The secret history of David Lynch’s forgotten sitcom

Post-Twin Peaks, Lynch’s slapstick boon On the Air was likened to I Love Lucy on acid

Once Twin Peaks became a cultural phenomenon and David Lynch a household name, the thirst was real for American network ABC to continue hawking Lynchian’s booming brand of weird to its viewers. The network quickly snapped up a new idea from Lynch and Twin Peaks co-creator Mark Frost. For their next trick? A meta sitcom called On the Air – which, rather ironically, was not on the air very long – about an absurdist TV variety show where everything that can go wrong, does.

The premise follows the cast and crew of The Lester Guy Show – some of them comically burdened with foreign accents and all of them nuts – and how their incompetence translates to an unlikely hit. It’s been summed up neatly as “David Lynch does 30 Rock” or, in the words of cast member Miguel Ferrer, “I Love Lucy on acid”. Unfortunately, the show’s plot of becoming a success was not echoed in real life. It was practically dead on arrival, buried in a late night Saturday slot. As the third episode became the last to air on July 4, 1992, here’s a look back at the weirdly endearing cult gem and its three episode run.

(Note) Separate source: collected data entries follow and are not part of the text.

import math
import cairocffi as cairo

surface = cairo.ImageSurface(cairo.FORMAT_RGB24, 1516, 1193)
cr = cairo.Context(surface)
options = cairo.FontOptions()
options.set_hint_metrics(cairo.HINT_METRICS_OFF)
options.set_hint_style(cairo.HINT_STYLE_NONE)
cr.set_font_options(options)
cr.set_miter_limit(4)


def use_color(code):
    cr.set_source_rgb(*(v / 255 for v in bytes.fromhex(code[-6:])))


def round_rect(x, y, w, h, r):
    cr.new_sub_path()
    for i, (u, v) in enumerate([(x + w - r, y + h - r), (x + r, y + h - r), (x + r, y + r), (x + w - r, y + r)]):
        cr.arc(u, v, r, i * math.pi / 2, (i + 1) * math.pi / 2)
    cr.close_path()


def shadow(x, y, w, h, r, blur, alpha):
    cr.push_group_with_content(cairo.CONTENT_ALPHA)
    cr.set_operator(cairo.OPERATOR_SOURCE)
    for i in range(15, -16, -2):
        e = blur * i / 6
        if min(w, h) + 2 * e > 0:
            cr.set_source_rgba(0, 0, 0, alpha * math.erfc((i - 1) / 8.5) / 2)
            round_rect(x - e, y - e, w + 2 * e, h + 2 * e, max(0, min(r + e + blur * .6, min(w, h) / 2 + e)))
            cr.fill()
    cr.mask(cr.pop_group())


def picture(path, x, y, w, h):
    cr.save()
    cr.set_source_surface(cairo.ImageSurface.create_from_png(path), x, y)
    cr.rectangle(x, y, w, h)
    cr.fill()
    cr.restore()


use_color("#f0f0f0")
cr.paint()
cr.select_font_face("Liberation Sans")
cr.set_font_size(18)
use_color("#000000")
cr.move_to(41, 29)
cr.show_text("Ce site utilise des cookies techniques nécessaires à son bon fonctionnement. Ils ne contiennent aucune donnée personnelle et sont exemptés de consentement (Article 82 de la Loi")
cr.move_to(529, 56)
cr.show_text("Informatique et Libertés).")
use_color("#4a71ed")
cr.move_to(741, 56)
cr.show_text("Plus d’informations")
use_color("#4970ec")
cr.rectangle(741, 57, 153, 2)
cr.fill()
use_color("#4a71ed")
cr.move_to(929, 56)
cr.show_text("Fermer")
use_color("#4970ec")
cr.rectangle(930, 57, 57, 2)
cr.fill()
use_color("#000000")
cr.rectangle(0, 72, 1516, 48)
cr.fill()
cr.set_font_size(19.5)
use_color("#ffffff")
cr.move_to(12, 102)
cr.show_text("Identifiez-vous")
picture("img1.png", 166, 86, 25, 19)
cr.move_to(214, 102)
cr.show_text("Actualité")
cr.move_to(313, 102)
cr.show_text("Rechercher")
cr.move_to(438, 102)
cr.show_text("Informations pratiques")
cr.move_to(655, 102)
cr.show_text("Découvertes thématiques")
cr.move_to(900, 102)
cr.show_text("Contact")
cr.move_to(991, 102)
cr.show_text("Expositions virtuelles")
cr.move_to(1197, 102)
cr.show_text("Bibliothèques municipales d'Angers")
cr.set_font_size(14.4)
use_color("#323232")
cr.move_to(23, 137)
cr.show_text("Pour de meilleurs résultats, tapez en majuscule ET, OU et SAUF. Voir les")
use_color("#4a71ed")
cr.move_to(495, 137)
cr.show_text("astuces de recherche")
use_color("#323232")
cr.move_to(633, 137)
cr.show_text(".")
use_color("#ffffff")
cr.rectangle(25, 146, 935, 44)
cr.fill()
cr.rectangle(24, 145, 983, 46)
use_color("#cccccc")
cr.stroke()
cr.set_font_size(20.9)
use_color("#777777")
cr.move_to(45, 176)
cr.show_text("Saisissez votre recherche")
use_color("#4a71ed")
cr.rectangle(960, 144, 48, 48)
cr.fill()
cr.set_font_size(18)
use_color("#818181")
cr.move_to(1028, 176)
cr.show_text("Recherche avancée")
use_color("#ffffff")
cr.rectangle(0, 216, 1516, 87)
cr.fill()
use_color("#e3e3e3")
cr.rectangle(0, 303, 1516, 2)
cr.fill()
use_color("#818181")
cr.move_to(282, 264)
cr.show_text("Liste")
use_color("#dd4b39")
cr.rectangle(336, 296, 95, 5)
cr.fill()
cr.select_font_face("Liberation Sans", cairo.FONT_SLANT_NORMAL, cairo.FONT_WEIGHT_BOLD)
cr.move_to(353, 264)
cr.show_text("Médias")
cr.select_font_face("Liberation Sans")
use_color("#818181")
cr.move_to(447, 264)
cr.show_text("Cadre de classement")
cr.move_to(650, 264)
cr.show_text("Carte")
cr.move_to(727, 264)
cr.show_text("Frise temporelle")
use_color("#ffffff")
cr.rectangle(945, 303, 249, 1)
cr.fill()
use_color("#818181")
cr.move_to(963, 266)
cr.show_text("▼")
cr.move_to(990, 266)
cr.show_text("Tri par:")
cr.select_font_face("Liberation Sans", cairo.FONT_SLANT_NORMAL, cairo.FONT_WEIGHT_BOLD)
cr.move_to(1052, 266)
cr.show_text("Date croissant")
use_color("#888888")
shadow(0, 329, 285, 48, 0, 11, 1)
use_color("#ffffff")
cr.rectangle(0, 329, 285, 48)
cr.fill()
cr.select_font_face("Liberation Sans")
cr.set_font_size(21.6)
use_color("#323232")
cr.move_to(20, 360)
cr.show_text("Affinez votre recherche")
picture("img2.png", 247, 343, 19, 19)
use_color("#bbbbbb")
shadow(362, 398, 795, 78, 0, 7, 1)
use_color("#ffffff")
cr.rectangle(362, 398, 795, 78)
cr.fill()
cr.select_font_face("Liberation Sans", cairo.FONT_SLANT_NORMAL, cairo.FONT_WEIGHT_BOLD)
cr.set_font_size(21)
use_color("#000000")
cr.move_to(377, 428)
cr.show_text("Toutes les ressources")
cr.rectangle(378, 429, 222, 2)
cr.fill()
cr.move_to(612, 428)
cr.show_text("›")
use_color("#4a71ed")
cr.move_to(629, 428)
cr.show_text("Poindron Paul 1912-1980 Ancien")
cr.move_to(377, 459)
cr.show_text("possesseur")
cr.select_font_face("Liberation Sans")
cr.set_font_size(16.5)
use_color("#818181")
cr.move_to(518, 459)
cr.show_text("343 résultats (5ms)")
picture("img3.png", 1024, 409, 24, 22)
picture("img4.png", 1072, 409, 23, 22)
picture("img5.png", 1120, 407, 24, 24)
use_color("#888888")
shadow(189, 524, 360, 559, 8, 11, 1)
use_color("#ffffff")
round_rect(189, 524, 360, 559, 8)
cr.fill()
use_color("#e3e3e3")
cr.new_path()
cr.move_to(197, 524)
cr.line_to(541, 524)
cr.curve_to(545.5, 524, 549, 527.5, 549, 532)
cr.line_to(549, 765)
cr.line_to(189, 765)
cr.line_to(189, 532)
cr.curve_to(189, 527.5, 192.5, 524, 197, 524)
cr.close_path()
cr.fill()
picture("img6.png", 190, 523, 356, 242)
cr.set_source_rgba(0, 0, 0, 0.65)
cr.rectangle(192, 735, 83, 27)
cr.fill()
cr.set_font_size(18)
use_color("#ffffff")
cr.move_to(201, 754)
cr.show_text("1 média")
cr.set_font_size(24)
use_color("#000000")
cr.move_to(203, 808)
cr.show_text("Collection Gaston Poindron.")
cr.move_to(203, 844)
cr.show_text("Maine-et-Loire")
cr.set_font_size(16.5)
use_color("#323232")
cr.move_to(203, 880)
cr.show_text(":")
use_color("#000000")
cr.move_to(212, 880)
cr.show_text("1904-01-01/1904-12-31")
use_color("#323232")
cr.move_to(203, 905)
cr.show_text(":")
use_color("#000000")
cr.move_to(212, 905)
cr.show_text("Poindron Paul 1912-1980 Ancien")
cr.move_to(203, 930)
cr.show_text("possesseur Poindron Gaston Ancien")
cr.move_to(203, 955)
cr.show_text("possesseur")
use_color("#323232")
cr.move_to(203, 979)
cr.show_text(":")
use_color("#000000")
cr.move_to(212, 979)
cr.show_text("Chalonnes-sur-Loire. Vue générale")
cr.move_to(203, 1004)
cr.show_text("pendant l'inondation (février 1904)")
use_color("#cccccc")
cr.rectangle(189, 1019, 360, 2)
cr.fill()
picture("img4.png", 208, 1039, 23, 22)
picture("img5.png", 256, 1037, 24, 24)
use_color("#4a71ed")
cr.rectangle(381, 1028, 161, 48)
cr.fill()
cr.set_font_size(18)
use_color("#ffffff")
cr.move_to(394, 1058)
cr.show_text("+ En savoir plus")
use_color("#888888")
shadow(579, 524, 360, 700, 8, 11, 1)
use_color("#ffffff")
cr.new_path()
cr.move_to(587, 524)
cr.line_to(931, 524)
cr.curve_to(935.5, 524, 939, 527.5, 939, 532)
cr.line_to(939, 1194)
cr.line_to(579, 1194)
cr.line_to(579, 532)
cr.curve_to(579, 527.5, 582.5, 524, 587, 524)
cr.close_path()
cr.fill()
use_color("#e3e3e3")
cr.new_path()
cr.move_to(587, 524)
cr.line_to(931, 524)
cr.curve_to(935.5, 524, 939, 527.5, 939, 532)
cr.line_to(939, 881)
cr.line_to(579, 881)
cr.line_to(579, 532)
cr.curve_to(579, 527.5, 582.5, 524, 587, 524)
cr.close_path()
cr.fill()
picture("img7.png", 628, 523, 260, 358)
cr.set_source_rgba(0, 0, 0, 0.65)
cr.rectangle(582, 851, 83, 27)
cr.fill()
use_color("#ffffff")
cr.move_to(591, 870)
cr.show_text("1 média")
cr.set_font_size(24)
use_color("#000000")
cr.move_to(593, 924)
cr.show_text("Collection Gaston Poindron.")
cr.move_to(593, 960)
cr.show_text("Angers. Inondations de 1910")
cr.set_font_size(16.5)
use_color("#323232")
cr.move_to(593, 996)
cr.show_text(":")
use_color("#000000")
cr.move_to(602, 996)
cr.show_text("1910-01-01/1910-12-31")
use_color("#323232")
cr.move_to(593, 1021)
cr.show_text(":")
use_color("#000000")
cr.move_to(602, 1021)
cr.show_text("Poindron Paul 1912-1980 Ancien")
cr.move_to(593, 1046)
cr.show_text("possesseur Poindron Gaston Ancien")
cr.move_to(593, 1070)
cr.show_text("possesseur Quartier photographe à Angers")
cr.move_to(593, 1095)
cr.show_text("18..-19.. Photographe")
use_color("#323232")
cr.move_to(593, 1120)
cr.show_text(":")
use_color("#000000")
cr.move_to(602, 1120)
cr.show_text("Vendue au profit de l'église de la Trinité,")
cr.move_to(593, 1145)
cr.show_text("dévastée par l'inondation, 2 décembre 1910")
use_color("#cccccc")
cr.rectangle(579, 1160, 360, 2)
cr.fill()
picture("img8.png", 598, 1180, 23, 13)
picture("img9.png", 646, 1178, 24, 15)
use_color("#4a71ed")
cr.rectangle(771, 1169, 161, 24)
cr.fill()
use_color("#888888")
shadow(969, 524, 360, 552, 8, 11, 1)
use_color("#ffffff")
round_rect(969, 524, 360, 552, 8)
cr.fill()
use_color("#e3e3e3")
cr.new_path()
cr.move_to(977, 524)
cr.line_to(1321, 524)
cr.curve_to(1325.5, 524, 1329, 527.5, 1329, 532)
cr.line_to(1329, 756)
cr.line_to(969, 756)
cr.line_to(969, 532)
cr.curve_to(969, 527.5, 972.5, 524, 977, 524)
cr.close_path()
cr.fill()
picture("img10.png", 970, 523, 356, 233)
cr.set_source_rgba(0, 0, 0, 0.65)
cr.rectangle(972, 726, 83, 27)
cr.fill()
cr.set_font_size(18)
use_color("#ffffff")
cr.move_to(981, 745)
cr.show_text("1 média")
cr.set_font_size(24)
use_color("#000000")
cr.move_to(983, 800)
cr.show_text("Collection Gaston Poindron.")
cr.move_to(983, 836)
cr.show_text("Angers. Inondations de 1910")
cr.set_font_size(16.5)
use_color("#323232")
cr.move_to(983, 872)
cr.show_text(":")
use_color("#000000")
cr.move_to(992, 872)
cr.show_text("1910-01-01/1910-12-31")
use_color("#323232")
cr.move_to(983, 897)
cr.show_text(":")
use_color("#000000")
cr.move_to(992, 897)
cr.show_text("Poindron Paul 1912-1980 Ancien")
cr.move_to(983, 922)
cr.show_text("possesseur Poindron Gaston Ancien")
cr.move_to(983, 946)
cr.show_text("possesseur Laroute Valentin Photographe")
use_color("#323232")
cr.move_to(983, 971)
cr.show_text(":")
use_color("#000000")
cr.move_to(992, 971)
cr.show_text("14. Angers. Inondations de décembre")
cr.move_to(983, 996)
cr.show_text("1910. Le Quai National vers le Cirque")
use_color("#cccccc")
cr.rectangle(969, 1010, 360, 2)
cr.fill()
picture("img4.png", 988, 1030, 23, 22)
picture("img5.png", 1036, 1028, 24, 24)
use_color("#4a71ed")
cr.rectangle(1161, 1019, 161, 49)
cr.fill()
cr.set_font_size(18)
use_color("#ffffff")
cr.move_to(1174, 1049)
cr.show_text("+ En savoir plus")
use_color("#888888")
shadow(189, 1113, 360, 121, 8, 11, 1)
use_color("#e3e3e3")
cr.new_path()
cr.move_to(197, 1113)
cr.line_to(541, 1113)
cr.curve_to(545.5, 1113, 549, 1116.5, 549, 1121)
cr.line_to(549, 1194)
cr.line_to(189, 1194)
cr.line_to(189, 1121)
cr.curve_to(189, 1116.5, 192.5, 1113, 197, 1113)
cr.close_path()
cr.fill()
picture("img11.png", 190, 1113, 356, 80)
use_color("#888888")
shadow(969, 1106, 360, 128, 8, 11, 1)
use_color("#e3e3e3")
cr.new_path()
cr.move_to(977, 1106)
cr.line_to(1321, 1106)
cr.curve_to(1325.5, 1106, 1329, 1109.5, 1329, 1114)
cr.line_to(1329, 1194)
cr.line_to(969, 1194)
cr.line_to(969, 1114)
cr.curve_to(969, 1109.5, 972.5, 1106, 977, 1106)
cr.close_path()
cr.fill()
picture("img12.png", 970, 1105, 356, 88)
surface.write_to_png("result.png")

THE PILOT EPISODE WAS VOTED ONE OF THE BEST IN TV HISTORY

It might only go downhill from its debut, but TV Guide ranked the first episode as number 57 on its “100 Greatest Episodes of All Time” list. Pretty impressive, seeing as ABC only aired two more before the series got the axe. Was it doomed to fail? In short, yes. It was dumped in a Saturday evening slot during the summer – a time when most people are outside necking back a happy hour cocktail and nowhere near a TV. By choosing to run after hours, ABC effectively pulled the rug out from under the short-lived series before it even found its legs. This was most likely due to a loss of faith in Lynch as Twin Peaks’ second season massively underperformed. Lynch was vocal about ABC’s lack of support, saying, “I've heard that summertime is pretty much the worst time you can be on, but we're going on in summer. I've heard that Saturday night is the worst night of the week to be on, and we're going on Saturday night… So I don't know. What can you make of that?”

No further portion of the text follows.